The data were reviewed from 88 patients who underwent emergency trauma laparotomy and/or thoracotomy performed by our acute care surgery group during the period from April 2013 to December 2017. Operation was performed in the ED for 43 of 88 patients (51%, ED group), and in the OR for 45 of 88 patients (49%, OR group). The perioperative outcomes of the two groups were compared.

Results

Compared with the OR group, the ED group had a higher Injury Severity Score (30±15 vs. 13±10, p<0.01), greater incidence of blunt trauma (74% (32/43) vs. 36% (16/45), p<0.01), larger volume of red blood cell transfusion (18±18 units vs. 5±10 units, p<0.01), higher incidence of new-onset shock after sedation among patients who received sedation in the ED (59% (17/29) vs. 25% (6/24), p<0.01), and higher in-hospital mortality rate (49% (21/43) vs. 0, p<0.01).
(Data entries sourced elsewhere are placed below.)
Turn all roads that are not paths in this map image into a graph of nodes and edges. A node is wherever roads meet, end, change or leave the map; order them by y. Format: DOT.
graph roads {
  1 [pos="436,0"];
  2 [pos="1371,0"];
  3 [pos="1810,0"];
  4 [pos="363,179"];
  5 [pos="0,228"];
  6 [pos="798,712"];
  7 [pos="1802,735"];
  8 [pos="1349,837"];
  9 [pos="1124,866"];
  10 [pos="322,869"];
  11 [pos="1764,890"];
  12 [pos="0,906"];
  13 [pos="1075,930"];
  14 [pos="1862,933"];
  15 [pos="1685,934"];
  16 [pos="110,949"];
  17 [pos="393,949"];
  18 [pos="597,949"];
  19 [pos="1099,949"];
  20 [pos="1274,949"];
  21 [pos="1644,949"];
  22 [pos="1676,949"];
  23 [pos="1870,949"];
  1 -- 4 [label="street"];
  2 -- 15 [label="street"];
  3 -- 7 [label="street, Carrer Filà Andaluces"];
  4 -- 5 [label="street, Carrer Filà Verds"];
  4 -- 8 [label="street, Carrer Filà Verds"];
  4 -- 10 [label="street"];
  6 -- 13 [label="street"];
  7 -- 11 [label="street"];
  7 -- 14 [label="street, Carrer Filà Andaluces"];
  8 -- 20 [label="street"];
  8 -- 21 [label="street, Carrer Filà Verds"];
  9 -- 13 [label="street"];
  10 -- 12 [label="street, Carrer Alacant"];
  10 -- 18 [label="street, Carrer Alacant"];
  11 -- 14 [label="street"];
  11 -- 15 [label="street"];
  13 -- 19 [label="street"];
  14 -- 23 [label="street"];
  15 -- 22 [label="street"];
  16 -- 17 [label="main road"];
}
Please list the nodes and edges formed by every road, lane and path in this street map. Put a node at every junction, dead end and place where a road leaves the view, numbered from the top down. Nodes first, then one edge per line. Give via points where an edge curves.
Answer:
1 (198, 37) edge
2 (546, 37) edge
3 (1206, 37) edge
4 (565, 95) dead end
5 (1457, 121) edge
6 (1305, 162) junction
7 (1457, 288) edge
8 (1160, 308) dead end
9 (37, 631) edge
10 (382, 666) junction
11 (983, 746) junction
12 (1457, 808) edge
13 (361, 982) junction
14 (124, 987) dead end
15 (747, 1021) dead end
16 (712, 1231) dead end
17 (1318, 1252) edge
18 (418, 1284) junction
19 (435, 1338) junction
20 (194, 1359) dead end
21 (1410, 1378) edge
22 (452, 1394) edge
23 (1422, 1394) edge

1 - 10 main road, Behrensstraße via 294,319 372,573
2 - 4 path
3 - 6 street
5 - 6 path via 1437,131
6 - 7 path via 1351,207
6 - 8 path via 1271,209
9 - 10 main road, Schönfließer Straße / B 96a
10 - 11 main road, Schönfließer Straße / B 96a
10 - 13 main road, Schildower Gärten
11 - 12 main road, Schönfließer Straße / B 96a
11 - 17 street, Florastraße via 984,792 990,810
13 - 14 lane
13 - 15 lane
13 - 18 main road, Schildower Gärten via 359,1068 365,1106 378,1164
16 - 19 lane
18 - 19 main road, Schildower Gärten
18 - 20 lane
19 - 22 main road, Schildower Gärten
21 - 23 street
All five patients who underwent laparotomy followed by thoracotomy died in the ED; none of these patients underwent preoperative placement of resuscitative endovascular balloon occlusion of the aorta (REBOA). Of the 21 patients in the ED group who died, 17 (81%) died immediately postoperatively; furthermore, 12 of the 22 patients who survived (55%) were not in shock prior to operation.

Discussion

Emergency trauma laparotomy and/or thoracotomy outcomes were related to injury severity. The resources for trauma operations in the ED seemed suboptimal. The outcome of trauma operations may be improved by reviewing the protocols for anesthetic care, and by the usage of REBOA rather than aortic cross-clamping.